:: WORK TO BE COMPLETED ::
Where does "Martin" occur in the listing? Copy every line that holds it.

= = = =

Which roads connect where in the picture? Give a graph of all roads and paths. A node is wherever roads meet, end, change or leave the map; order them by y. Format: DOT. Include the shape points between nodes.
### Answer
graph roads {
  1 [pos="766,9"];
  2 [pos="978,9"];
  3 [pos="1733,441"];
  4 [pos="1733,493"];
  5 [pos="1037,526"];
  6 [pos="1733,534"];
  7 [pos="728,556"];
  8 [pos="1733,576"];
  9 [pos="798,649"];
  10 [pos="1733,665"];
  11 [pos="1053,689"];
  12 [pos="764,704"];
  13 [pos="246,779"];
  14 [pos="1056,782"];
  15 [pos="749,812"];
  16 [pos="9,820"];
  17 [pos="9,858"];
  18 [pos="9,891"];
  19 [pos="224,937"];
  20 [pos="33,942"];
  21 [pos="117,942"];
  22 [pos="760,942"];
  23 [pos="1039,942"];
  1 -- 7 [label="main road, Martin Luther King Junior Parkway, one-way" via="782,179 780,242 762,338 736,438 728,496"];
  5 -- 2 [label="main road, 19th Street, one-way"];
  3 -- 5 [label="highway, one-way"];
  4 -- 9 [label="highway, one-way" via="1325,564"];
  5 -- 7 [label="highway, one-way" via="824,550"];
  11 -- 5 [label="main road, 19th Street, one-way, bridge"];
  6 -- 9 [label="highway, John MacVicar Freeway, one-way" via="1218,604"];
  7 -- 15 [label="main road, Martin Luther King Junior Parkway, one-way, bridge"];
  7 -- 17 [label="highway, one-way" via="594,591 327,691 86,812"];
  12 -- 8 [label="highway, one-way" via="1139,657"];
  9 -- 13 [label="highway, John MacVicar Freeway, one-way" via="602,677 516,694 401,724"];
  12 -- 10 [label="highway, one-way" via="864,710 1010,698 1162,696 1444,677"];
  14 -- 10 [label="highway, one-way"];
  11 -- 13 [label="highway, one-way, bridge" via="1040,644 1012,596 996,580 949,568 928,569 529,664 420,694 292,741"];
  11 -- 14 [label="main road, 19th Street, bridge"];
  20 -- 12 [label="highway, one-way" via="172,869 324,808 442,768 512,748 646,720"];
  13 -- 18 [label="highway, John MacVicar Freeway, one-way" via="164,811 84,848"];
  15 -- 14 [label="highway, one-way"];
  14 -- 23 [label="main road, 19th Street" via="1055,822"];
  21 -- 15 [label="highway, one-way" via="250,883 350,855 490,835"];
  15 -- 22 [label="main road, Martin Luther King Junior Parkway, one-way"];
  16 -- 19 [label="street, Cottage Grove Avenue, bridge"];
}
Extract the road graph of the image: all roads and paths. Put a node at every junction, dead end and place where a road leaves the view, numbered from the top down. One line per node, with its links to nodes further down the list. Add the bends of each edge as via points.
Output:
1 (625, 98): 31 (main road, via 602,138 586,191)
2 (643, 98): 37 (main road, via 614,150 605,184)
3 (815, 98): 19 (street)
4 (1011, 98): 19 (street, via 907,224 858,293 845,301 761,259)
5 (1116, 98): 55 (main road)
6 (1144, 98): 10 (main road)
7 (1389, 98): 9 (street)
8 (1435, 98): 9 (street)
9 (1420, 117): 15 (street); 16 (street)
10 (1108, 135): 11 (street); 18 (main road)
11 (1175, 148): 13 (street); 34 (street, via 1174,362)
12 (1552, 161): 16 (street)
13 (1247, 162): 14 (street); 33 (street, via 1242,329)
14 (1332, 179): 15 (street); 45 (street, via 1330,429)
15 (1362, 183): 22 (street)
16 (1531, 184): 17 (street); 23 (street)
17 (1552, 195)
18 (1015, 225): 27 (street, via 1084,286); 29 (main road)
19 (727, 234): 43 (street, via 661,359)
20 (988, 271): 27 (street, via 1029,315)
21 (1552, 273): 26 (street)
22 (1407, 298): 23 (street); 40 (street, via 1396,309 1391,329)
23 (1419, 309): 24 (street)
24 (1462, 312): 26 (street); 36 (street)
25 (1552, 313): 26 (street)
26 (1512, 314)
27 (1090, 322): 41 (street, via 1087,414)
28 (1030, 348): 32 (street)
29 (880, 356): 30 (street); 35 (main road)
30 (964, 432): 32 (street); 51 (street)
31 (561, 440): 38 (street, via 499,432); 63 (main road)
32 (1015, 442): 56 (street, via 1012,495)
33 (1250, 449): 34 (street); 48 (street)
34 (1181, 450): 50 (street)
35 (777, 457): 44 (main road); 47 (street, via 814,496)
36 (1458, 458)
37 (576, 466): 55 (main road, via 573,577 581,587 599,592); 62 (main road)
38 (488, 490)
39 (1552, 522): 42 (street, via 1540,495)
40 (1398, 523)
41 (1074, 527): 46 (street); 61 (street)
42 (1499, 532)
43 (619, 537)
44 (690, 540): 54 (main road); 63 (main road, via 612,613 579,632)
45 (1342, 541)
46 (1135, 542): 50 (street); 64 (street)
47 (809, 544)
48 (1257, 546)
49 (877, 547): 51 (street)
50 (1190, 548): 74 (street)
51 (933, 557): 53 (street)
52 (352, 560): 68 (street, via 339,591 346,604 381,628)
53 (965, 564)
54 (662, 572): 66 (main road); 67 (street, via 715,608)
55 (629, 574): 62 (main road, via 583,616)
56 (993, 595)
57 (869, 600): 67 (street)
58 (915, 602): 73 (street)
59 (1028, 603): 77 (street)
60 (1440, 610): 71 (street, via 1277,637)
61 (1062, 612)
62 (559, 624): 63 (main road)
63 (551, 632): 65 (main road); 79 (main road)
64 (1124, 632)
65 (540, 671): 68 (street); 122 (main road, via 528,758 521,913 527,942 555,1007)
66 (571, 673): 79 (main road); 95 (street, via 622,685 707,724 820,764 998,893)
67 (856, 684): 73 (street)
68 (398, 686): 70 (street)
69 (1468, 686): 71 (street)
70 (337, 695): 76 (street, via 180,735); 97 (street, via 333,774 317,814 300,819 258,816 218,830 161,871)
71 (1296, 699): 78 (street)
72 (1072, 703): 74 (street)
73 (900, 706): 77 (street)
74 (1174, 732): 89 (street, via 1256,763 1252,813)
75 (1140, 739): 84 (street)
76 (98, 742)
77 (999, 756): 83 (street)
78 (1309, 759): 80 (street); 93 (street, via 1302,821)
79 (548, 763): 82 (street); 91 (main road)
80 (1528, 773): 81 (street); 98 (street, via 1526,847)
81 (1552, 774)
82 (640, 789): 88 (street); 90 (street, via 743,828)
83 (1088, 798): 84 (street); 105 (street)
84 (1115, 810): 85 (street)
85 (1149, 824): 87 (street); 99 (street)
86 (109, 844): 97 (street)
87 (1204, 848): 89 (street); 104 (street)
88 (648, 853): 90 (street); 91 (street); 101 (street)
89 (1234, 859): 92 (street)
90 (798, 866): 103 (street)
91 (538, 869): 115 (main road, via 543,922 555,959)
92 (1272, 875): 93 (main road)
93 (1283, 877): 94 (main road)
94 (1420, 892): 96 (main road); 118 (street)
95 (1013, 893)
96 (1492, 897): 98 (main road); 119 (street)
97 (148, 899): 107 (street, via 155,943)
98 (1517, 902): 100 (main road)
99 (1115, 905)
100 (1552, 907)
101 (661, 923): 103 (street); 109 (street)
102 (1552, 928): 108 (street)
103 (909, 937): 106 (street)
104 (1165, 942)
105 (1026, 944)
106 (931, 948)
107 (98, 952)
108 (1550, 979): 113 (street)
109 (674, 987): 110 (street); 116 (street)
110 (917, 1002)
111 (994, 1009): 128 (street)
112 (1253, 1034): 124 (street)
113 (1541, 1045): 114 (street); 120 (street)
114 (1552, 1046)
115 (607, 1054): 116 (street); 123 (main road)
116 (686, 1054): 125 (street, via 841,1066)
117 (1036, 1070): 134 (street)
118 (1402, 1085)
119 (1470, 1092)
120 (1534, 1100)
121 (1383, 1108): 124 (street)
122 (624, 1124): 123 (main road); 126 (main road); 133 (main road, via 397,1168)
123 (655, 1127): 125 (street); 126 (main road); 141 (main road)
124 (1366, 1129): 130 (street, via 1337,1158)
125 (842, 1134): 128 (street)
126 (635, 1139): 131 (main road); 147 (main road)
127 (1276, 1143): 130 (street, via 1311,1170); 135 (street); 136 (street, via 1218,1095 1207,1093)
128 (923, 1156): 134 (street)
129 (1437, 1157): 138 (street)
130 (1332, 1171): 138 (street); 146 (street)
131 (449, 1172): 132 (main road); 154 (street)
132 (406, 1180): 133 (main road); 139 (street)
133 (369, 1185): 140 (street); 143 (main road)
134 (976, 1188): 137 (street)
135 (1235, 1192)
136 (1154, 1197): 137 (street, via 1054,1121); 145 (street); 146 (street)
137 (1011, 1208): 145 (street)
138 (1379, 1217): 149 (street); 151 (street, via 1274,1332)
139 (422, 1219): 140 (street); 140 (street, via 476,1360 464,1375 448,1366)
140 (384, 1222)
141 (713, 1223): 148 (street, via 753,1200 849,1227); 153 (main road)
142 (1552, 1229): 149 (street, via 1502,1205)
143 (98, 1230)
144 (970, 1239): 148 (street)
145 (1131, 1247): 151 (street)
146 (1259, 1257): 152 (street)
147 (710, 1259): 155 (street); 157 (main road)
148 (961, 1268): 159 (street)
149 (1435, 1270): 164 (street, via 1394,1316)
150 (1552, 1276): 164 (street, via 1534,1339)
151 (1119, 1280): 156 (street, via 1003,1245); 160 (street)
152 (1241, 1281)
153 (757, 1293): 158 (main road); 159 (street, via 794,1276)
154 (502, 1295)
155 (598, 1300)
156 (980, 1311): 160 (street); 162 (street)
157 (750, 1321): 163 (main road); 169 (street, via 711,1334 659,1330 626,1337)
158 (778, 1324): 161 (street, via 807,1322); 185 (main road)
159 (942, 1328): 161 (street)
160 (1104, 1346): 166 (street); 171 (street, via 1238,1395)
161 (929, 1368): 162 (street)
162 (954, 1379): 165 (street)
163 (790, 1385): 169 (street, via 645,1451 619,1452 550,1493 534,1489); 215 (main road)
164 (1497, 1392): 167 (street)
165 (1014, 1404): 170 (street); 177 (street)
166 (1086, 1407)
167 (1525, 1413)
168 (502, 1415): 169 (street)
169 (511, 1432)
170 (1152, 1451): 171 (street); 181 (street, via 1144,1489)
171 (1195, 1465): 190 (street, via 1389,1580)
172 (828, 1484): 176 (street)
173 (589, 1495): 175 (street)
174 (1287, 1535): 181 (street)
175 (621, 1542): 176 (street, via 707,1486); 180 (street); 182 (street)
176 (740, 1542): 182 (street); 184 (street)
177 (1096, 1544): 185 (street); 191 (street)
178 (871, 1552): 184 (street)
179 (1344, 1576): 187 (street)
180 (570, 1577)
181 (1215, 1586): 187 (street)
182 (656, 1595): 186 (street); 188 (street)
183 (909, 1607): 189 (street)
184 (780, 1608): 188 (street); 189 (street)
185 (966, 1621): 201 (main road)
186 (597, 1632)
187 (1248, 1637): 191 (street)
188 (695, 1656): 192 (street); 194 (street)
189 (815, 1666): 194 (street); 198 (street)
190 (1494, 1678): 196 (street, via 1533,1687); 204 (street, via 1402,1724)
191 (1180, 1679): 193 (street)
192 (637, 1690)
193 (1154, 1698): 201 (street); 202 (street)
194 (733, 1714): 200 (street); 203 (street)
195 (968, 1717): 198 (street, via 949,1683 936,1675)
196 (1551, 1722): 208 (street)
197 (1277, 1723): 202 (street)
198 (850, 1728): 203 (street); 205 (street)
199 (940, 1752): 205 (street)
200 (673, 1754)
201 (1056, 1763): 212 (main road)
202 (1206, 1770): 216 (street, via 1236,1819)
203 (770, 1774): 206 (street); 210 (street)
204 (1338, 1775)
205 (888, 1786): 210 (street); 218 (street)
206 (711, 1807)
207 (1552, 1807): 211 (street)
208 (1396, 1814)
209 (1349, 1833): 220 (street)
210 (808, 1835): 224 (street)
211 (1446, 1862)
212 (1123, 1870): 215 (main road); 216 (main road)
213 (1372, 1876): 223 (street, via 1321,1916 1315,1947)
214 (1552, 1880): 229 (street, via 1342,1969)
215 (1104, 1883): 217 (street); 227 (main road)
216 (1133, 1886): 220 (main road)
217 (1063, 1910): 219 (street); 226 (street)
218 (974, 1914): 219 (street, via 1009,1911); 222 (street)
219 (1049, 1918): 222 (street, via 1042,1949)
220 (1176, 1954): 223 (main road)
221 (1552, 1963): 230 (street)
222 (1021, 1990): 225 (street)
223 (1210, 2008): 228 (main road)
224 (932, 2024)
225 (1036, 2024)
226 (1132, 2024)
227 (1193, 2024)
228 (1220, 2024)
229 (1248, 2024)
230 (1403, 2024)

= = = =

:: ANSWER FOR THE TASK ::
  1 -- 7 [label="main road, Martin Luther King Junior Parkway, one-way" via="782,179 780,242 762,338 736,438 728,496"];
  7 -- 15 [label="main road, Martin Luther King Junior Parkway, one-way, bridge"];
  15 -- 22 [label="main road, Martin Luther King Junior Parkway, one-way"];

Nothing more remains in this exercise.